TASK STATEMENT = Report each line below that carries the word "down".

DATA EXTRACT =
:::::
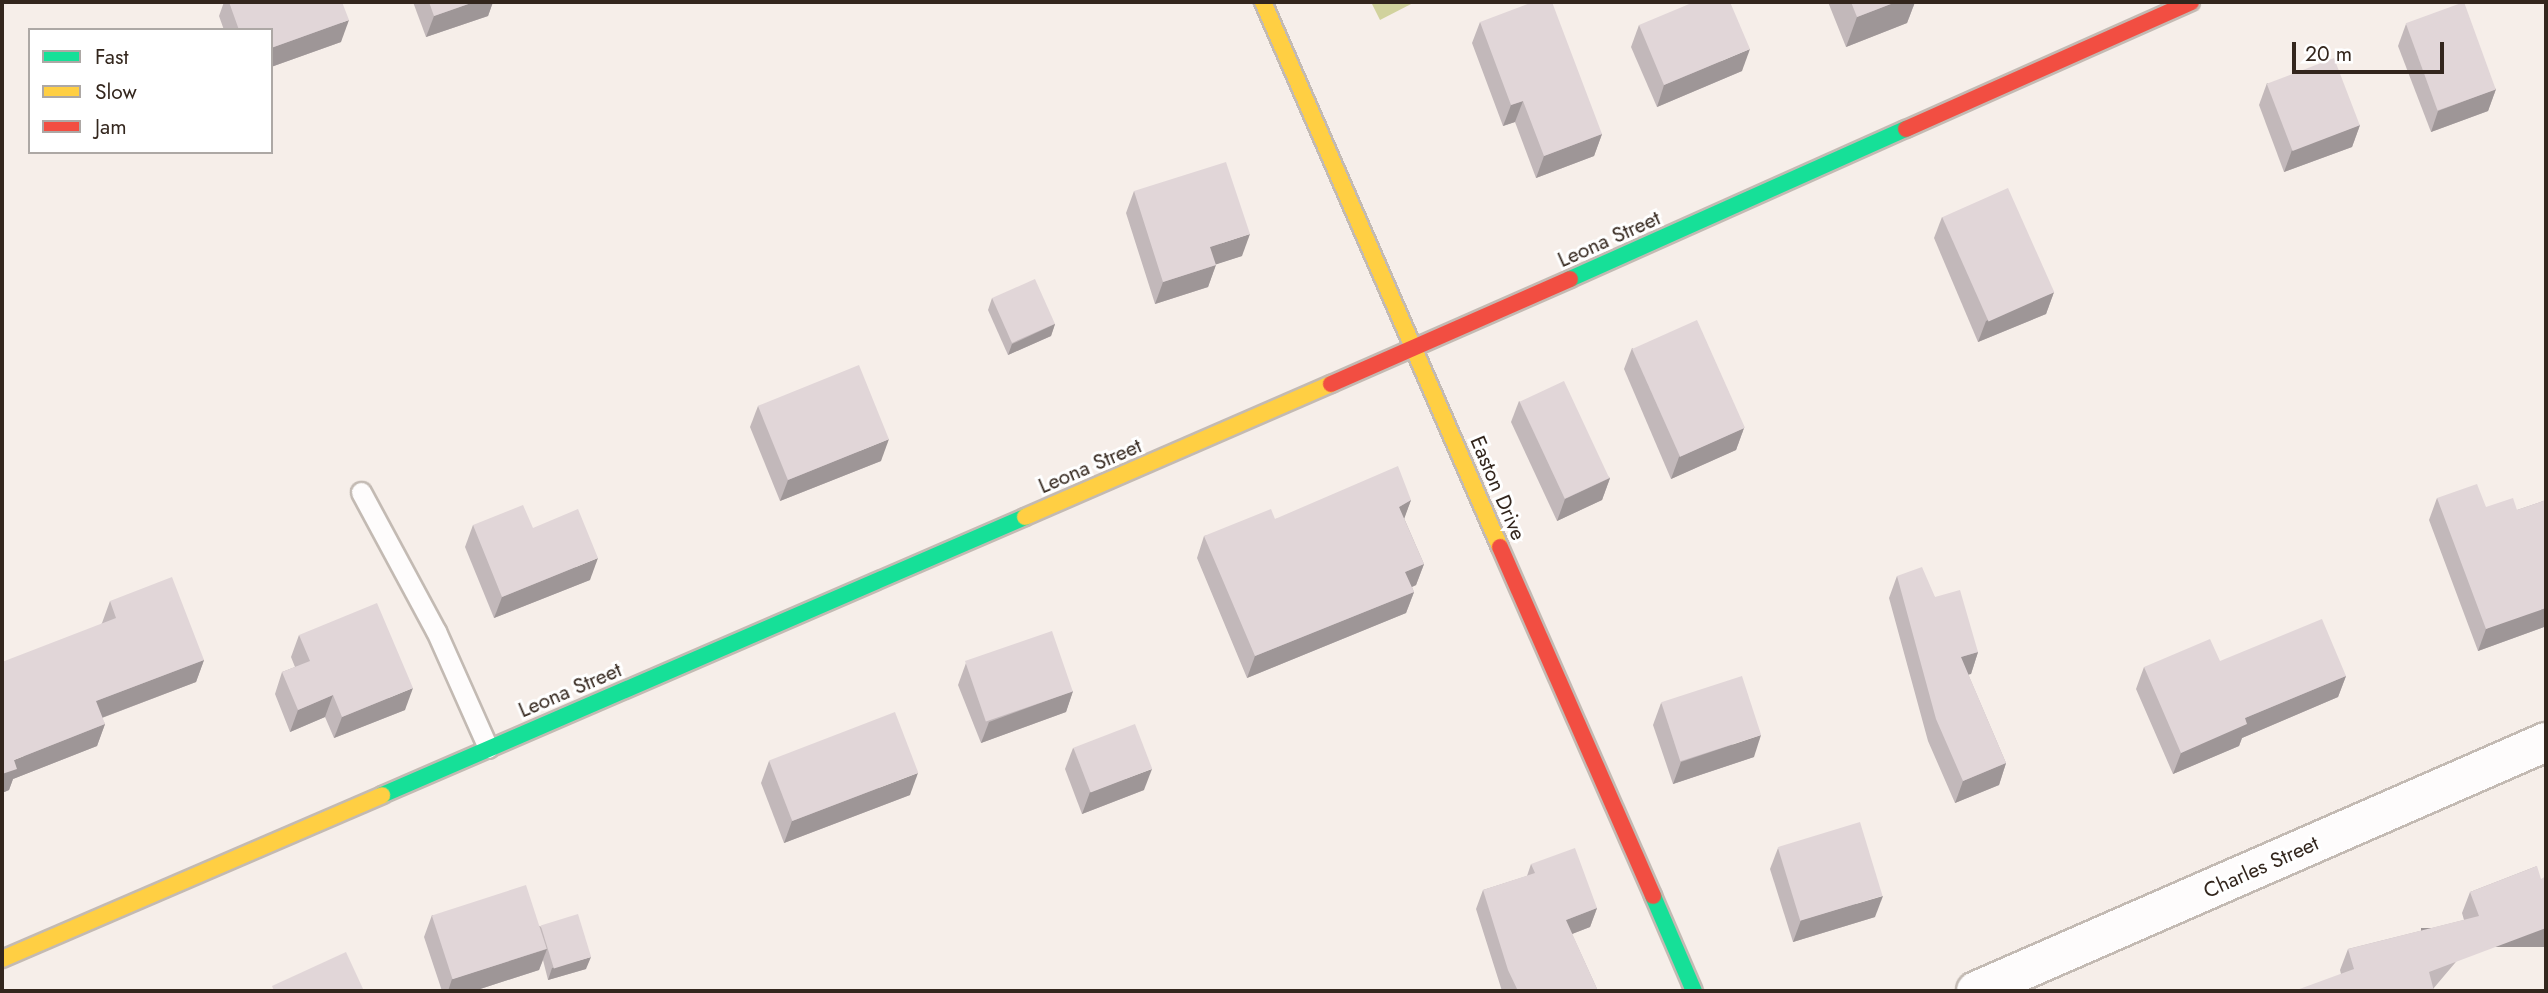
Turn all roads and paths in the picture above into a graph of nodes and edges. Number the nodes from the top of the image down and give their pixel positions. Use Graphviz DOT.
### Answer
:::::
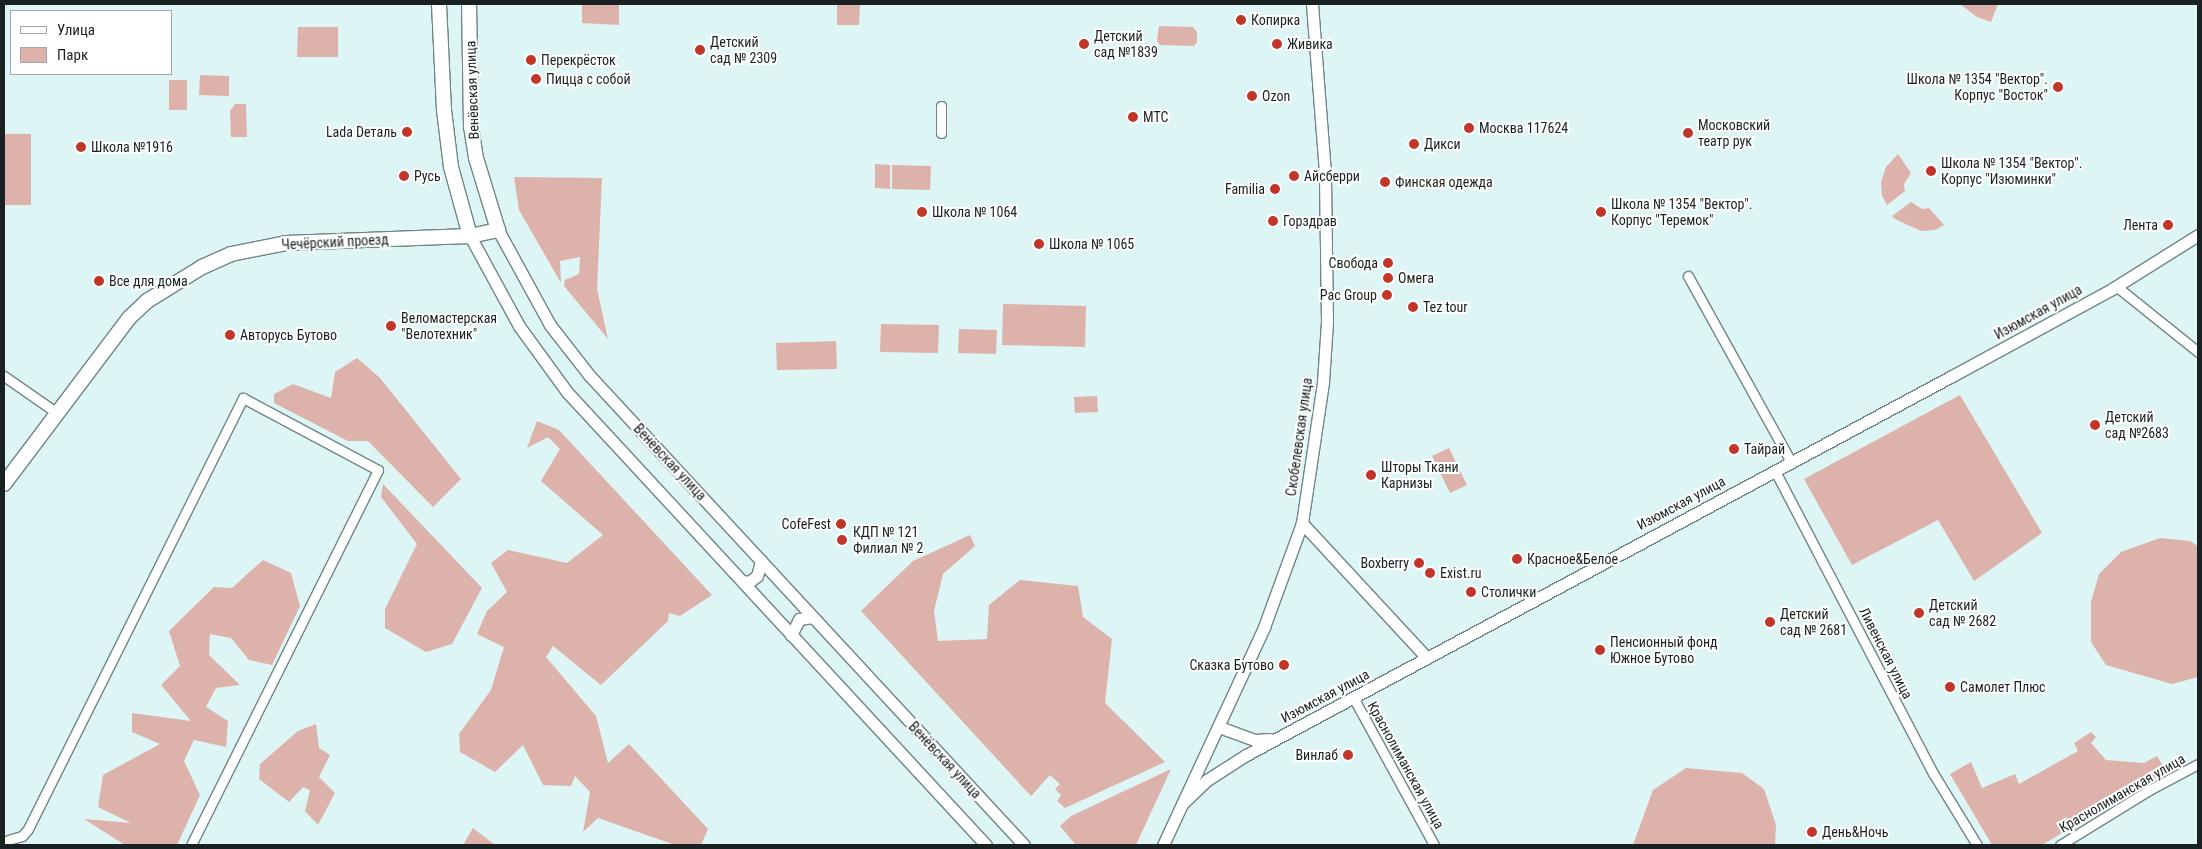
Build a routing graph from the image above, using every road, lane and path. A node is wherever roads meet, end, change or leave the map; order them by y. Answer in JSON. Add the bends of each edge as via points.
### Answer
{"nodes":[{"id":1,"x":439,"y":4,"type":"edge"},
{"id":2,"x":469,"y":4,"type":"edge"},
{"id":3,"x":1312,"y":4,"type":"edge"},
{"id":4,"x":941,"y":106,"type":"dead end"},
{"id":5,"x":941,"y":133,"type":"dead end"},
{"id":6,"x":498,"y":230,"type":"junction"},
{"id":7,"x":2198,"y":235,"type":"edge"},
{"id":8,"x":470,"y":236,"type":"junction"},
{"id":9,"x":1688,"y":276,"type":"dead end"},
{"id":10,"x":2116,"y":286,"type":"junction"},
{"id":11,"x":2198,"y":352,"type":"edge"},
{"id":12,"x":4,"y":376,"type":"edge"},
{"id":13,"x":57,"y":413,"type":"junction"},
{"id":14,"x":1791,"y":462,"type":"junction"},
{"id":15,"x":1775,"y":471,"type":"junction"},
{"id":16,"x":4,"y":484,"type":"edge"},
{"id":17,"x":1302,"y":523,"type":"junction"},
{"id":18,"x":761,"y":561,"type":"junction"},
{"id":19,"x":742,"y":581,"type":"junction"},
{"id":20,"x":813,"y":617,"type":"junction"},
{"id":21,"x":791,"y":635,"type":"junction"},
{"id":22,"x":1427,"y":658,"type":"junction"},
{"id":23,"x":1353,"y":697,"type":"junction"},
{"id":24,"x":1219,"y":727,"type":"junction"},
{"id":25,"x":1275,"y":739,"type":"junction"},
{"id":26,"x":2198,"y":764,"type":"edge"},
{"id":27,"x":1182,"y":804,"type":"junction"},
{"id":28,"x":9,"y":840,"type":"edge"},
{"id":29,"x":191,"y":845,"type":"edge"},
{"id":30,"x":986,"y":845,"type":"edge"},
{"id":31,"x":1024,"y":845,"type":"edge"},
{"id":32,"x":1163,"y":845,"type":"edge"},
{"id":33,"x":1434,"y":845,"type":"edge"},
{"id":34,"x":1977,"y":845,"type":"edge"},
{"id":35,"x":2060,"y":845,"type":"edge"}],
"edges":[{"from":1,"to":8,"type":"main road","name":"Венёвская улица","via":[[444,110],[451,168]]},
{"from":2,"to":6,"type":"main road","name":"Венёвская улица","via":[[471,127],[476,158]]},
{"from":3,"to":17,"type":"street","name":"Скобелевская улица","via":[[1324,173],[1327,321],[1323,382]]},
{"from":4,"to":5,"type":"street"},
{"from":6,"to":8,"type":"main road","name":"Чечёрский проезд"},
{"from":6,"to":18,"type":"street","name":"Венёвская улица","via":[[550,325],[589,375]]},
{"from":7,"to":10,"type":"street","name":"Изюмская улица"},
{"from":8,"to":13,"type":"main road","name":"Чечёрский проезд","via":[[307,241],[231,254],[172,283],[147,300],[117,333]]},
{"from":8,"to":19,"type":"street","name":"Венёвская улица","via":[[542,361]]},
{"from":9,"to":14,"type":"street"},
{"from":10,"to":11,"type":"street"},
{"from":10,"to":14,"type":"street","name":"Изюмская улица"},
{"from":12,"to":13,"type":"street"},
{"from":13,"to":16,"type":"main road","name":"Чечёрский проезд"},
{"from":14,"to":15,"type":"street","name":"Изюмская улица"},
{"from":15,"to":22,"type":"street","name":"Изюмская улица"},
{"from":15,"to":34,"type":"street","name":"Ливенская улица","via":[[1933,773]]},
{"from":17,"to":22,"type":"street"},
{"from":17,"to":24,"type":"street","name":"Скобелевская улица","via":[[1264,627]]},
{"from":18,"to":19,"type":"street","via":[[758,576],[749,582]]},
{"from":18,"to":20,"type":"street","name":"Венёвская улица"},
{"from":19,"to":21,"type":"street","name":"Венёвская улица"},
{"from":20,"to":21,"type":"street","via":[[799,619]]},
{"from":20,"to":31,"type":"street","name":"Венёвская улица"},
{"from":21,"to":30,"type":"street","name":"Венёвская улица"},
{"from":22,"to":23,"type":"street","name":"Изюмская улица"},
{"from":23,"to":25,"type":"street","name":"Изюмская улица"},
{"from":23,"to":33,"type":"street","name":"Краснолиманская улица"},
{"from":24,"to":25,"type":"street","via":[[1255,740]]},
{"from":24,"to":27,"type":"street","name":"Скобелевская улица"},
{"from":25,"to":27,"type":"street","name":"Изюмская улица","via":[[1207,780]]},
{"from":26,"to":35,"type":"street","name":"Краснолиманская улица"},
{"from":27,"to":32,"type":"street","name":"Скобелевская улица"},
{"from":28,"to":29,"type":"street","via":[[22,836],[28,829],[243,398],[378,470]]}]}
:::::
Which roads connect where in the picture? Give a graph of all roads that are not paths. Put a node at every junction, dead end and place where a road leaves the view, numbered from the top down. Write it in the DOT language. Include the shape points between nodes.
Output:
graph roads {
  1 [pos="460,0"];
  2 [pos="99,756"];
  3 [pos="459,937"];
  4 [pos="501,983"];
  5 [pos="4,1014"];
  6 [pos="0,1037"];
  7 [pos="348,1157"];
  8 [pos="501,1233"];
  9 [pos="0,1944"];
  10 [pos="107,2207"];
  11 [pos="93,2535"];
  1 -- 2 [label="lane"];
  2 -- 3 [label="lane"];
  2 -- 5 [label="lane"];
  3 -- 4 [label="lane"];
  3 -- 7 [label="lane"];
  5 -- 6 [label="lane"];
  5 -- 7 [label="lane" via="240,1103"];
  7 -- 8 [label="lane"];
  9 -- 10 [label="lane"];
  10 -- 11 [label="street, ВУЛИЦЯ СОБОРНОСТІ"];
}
:::::
WRITTEN ANSWER =
Turn all roads and paths in the picture above into a graph of nodes and edges. Number the nodes from the top of the image down and give their pixel positions. Use Graphviz DOT.
Which roads connect where in the picture? Give a graph of all roads that are not paths. Put a node at every junction, dead end and place where a road leaves the view, numbered from the top down. Write it in the DOT language. Include the shape points between nodes.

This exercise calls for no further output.